*What the exercise asks:* Each line that includes the word "ქუჩა" should be copied from the records.

Segment Start: Material for this exercise

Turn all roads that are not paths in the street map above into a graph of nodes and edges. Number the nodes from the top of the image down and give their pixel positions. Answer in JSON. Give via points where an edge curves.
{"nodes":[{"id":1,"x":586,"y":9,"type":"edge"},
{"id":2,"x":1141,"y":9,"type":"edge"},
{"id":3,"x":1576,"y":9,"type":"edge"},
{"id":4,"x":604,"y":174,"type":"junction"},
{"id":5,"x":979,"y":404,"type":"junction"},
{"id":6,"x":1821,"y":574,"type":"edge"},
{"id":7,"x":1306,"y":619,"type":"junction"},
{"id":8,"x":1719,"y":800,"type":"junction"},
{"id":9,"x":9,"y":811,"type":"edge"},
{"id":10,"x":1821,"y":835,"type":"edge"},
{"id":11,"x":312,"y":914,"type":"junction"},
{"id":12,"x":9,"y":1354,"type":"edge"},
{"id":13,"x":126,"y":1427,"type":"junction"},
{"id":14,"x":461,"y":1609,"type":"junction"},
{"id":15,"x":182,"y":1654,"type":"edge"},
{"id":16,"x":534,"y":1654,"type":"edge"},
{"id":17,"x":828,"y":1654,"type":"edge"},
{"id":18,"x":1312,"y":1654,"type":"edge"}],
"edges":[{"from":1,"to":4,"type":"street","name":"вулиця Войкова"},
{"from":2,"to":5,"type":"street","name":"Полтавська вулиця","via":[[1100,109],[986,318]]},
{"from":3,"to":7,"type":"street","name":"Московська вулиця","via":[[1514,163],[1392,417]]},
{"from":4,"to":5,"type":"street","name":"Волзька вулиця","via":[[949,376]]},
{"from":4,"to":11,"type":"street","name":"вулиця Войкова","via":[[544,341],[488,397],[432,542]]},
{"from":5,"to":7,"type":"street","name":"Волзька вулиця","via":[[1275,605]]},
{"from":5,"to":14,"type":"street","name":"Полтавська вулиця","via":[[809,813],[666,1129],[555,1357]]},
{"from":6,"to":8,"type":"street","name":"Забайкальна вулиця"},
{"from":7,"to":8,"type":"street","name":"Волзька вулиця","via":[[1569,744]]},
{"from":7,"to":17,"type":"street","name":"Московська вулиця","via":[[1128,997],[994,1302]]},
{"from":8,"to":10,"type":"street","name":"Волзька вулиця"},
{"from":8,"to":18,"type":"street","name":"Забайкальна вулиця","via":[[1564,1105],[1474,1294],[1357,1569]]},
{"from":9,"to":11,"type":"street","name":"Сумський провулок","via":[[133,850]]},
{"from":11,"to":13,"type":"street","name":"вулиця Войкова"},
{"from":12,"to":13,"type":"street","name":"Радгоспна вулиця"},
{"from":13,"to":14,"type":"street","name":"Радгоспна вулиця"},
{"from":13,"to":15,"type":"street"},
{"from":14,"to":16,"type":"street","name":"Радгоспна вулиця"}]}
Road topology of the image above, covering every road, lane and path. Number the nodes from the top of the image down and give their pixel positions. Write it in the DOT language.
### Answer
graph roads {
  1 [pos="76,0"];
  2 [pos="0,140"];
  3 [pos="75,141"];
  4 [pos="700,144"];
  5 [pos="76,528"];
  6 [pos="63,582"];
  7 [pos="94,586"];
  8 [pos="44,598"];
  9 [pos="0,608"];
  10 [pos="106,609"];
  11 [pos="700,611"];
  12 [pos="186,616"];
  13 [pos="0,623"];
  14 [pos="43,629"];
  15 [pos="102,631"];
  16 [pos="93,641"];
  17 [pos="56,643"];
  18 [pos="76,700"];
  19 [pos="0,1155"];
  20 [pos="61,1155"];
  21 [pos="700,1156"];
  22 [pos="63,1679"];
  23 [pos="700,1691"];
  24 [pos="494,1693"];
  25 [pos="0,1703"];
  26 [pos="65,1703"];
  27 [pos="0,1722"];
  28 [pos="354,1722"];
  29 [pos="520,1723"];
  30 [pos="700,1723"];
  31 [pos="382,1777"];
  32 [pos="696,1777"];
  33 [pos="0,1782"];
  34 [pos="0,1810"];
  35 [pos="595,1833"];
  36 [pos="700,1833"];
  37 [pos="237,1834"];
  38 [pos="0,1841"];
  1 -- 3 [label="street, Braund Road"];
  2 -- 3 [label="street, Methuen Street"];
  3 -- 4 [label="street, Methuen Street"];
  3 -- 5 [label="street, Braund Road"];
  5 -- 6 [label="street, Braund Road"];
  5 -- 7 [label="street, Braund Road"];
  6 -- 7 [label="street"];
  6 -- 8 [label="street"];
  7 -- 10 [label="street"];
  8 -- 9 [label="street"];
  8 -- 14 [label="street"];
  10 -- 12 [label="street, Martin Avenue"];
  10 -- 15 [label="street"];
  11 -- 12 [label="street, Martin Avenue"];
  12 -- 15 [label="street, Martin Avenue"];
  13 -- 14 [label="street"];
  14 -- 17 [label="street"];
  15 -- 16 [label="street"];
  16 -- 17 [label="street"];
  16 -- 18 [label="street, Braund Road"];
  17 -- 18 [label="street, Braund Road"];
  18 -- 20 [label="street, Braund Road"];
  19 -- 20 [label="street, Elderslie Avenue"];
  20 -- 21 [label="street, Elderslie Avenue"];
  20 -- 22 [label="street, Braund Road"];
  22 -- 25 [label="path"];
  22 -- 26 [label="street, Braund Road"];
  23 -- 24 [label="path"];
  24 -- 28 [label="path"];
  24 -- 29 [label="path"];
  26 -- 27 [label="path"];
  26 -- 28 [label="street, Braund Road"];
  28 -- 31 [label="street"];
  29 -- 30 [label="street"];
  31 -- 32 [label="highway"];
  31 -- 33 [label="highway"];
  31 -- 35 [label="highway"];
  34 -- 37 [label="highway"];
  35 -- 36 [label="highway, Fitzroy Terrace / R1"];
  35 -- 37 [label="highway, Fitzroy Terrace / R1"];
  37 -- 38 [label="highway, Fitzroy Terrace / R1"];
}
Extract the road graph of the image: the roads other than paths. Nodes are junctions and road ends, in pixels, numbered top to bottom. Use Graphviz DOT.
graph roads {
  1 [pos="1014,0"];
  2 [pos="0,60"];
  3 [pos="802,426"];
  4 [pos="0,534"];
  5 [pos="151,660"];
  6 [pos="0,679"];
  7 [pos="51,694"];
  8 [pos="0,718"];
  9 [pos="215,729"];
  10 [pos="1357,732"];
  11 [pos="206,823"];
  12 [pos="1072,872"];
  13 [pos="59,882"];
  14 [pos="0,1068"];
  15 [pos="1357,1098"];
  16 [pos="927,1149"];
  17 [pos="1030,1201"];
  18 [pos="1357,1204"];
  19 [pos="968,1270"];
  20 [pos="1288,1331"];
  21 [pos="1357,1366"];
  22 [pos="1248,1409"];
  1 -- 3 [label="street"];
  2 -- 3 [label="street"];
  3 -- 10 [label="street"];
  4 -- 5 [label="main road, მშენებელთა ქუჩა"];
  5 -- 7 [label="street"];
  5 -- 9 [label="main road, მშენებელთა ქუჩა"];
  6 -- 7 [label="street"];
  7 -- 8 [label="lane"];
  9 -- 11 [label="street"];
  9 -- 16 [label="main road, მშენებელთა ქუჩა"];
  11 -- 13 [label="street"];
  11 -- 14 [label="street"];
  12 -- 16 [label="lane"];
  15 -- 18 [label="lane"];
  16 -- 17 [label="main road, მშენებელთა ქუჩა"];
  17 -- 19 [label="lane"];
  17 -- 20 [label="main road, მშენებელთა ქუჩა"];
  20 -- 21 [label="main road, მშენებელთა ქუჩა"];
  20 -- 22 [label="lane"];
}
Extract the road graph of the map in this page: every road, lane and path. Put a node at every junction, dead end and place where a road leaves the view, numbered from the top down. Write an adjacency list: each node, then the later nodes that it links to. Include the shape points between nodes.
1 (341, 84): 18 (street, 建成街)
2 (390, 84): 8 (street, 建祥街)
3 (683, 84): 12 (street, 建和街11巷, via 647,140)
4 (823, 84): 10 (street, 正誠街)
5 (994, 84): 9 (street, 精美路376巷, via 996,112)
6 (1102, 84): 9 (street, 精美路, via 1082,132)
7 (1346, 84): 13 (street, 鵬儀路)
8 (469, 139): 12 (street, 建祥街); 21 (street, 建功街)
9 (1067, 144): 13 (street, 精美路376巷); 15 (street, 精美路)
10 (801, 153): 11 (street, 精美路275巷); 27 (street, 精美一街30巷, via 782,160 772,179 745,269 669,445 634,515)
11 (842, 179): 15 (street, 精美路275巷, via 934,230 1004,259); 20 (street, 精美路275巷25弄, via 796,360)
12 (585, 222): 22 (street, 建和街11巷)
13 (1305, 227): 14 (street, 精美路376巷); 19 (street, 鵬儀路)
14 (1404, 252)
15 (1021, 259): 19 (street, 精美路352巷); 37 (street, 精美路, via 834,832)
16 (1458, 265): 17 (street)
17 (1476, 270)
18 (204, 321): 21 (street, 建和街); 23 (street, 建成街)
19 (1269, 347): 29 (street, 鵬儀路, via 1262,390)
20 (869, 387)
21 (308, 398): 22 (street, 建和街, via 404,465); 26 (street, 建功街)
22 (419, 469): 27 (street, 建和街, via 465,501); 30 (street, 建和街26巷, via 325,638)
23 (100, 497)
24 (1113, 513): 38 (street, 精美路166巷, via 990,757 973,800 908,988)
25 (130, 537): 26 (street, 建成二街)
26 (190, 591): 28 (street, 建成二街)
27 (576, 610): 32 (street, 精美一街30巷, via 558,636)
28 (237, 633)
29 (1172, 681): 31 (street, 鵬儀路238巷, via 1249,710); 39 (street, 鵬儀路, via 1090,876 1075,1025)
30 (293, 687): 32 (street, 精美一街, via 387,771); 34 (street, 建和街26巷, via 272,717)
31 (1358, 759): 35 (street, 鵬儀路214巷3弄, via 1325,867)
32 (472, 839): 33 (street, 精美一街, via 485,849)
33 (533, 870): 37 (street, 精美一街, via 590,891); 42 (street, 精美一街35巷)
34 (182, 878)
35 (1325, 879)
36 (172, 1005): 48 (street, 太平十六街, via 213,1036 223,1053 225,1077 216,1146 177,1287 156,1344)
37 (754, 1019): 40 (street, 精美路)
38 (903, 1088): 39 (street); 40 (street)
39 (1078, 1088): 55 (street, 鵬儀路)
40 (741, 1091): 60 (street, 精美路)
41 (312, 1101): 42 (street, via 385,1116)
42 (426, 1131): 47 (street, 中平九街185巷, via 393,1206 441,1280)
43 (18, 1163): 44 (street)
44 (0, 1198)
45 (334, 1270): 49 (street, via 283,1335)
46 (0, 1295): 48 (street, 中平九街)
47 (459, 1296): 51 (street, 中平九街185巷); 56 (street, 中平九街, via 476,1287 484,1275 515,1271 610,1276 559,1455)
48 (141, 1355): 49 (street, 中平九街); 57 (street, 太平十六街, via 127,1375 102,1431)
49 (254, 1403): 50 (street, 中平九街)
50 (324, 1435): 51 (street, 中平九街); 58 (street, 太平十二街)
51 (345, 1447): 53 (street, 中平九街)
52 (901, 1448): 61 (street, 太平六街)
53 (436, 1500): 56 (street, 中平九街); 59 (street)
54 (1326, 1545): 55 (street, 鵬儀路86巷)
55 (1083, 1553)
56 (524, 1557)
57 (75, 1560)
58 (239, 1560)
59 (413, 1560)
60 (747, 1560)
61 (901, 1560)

Segment End: Material for this exercise

*The completed task:*
  4 -- 5 [label="main road, მშენებელთა ქუჩა"];
  5 -- 9 [label="main road, მშენებელთა ქუჩა"];
  9 -- 16 [label="main road, მშენებელთა ქუჩა"];
  16 -- 17 [label="main road, მშენებელთა ქუჩა"];
  17 -- 20 [label="main road, მშენებელთა ქუჩა"];
  20 -- 21 [label="main road, მშენებელთა ქუჩა"];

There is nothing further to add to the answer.